Tudo estava em seu equilíbrio e a delegacia, que já havia lançado umas cinco ou seis bolas bem no fundo da quadra, lança agora uma bola curta junto à rede. Alfênsio dispara como um bólido; ou talvez, agora, como um touro que estivesse participado de um estouro de uma boiada e entrasse como um aríete demolidor para dentro do ginásio. Alcança a bola e fecha o “set”. Desafortunadamente, no esforço da arrancada brusca e sendo seus músculos mais adaptados a movimentos lentos, sente uma fisgada na face posterior da coxa direita. Terminado o “set”, repouso, águia gelada, toalhas, comentários... descansou e passou-lhe a dor da coxa.

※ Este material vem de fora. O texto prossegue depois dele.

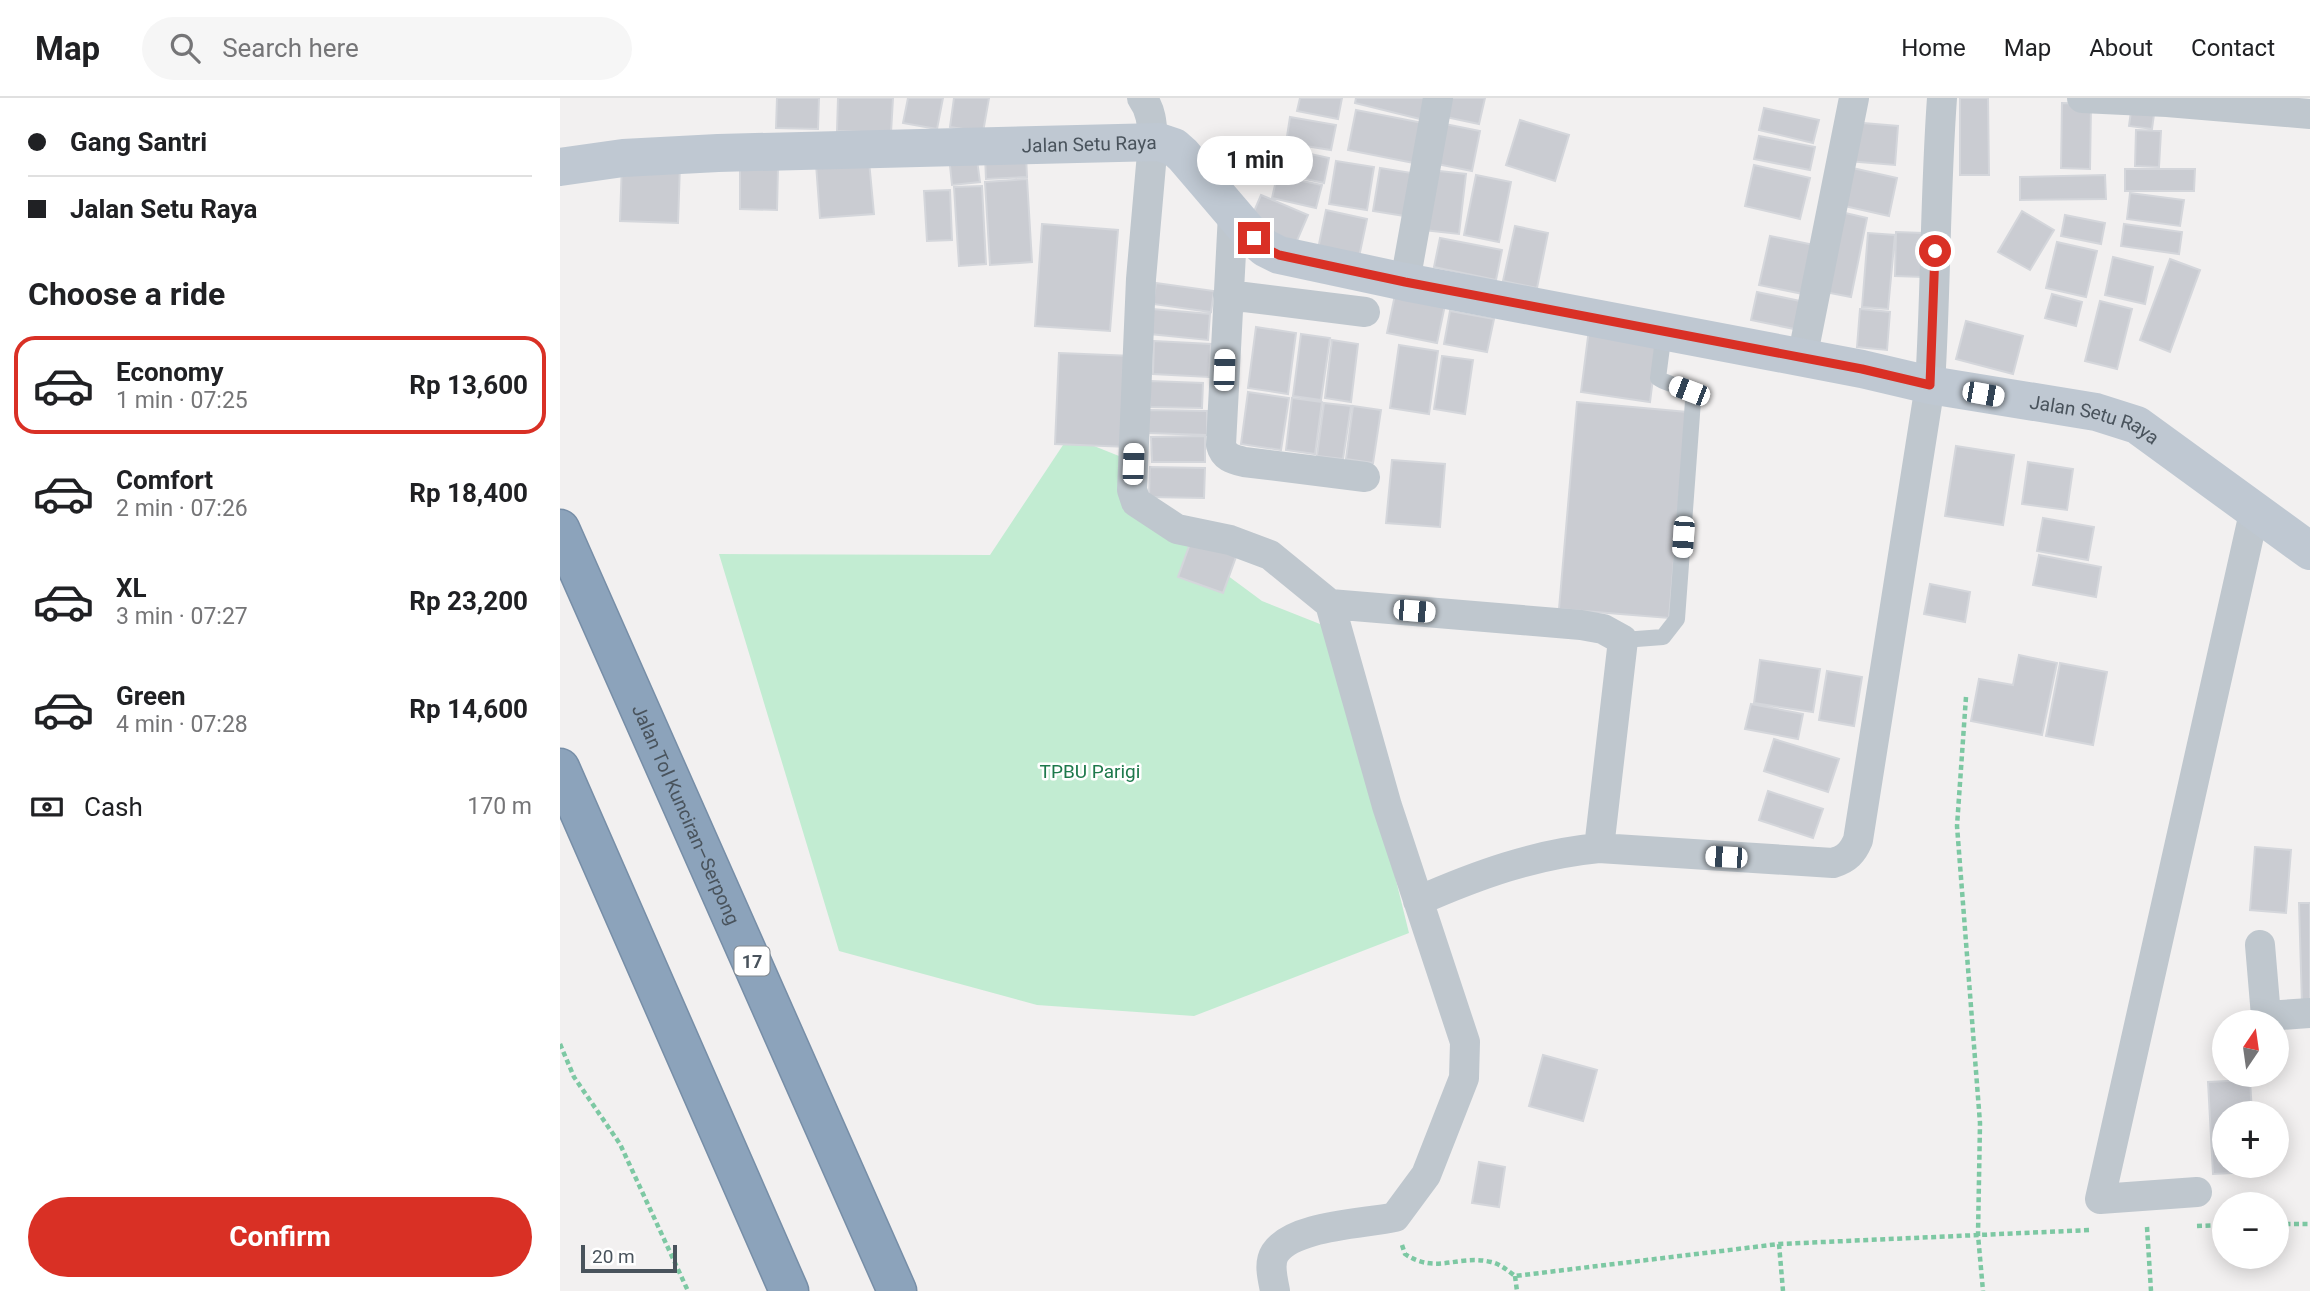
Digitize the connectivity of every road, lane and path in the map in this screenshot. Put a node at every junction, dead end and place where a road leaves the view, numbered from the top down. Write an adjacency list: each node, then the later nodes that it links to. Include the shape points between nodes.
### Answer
1 (1438, 98): 11 (street)
2 (1854, 98): 15 (street)
3 (1942, 98): 16 (street)
4 (2082, 98): 6 (street)
5 (1148, 100): 8 (street)
6 (2167, 100): 7 (street)
7 (2310, 114)
8 (1153, 142): 9 (street, Jalan Setu Raya, via 718,153); 10 (street, Jalan Setu Raya, via 1174,147); 21 (street, via 1141,279 1132,490 1136,502 1177,529 1230,540 1270,555)
9 (560, 167)
10 (1233, 214): 11 (street, Jalan Setu Raya, via 1265,248 1279,255); 12 (street)
11 (1405, 282): 14 (street, Jalan Setu Raya)
12 (1228, 296): 13 (street); 17 (street, via 1223,452 1244,462)
13 (1365, 312)
14 (1664, 332): 15 (street, Jalan Setu Raya); 22 (lane, via 1658,378 1693,396 1677,619 1663,637)
15 (1802, 359): 16 (street, Jalan Setu Raya)
16 (1930, 385): 18 (street, Jalan Setu Raya, via 2096,412 2137,425); 25 (street, via 1854,849 1833,863)
17 (1365, 477)
18 (2254, 513): 20 (street, Jalan Setu Raya); 30 (street, via 2100,1199)
19 (560, 528): 45 (highway, Jalan Tol Kunciran–Serpong / 17)
20 (2310, 551)
21 (1330, 604): 22 (street, via 1581,625 1603,629); 26 (street)
22 (1623, 640): 25 (street)
23 (1966, 697): 40 (path, via 1957,826 1980,1123)
24 (560, 768): 44 (highway)
25 (1599, 848): 26 (street, via 1537,857)
26 (1418, 901): 31 (street, via 1465,1042 1464,1078 1426,1175)
27 (2260, 945): 28 (street, via 2266,1016)
28 (2310, 1013)
29 (560, 1044): 43 (path, via 574,1077 620,1144)
30 (2197, 1192)
31 (1395, 1217): 42 (path, via 1405,1254 1416,1262 1489,1261); 46 (street, via 1321,1228 1287,1242 1275,1253 1270,1268)
32 (2289, 1224): 33 (path)
33 (2310, 1224)
34 (2212, 1225): 35 (path)
35 (2186, 1226)
36 (2147, 1227): 37 (path); 38 (path); 50 (path)
37 (2160, 1227)
38 (2134, 1228)
39 (2095, 1229): 40 (path)
40 (1978, 1235): 41 (path); 49 (path)
41 (1779, 1244): 42 (path); 48 (path)
42 (1515, 1276): 47 (path)
43 (688, 1291)
44 (789, 1291)
45 (897, 1291)
46 (1275, 1291)
47 (1517, 1291)
48 (1783, 1291)
49 (1983, 1291)
50 (2151, 1291)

Voltam ao embate. A senhora Mary continuava sacando bolas longas no fundo da quadra. Alfênsio devolve bem todas elas. Mary Kinston lança uma curta. Novamente Alfênsio explode em corrida louca. Desta vez sente toda a sua musculatura da coxa, já previamente lesada, esgarçar-se como se mãos gigantes a tivessem estirado. Atabalhoa-se e cai junto a rede. A dor é lancinante. Desmaia. Alguns segundos depois volta à consciência. Abre os olhos e vê, junto à rede um pescoço longo e branco, dois olhos azuis e meigos e cabelos em cachos, que lhe pergunta:

— O senhor está bem? Precisa de alguma coisa?

Alfênsio não pode continuar e perdeu a partida. Perdeu também a glória de ser campeão da Secretaria de Segurança Pública. E pasmem, senhores, para uma mulher... branca e comprida como uma inglesa. Alfênsio perdeu também a idéia de que mulher policial tem que ter força física.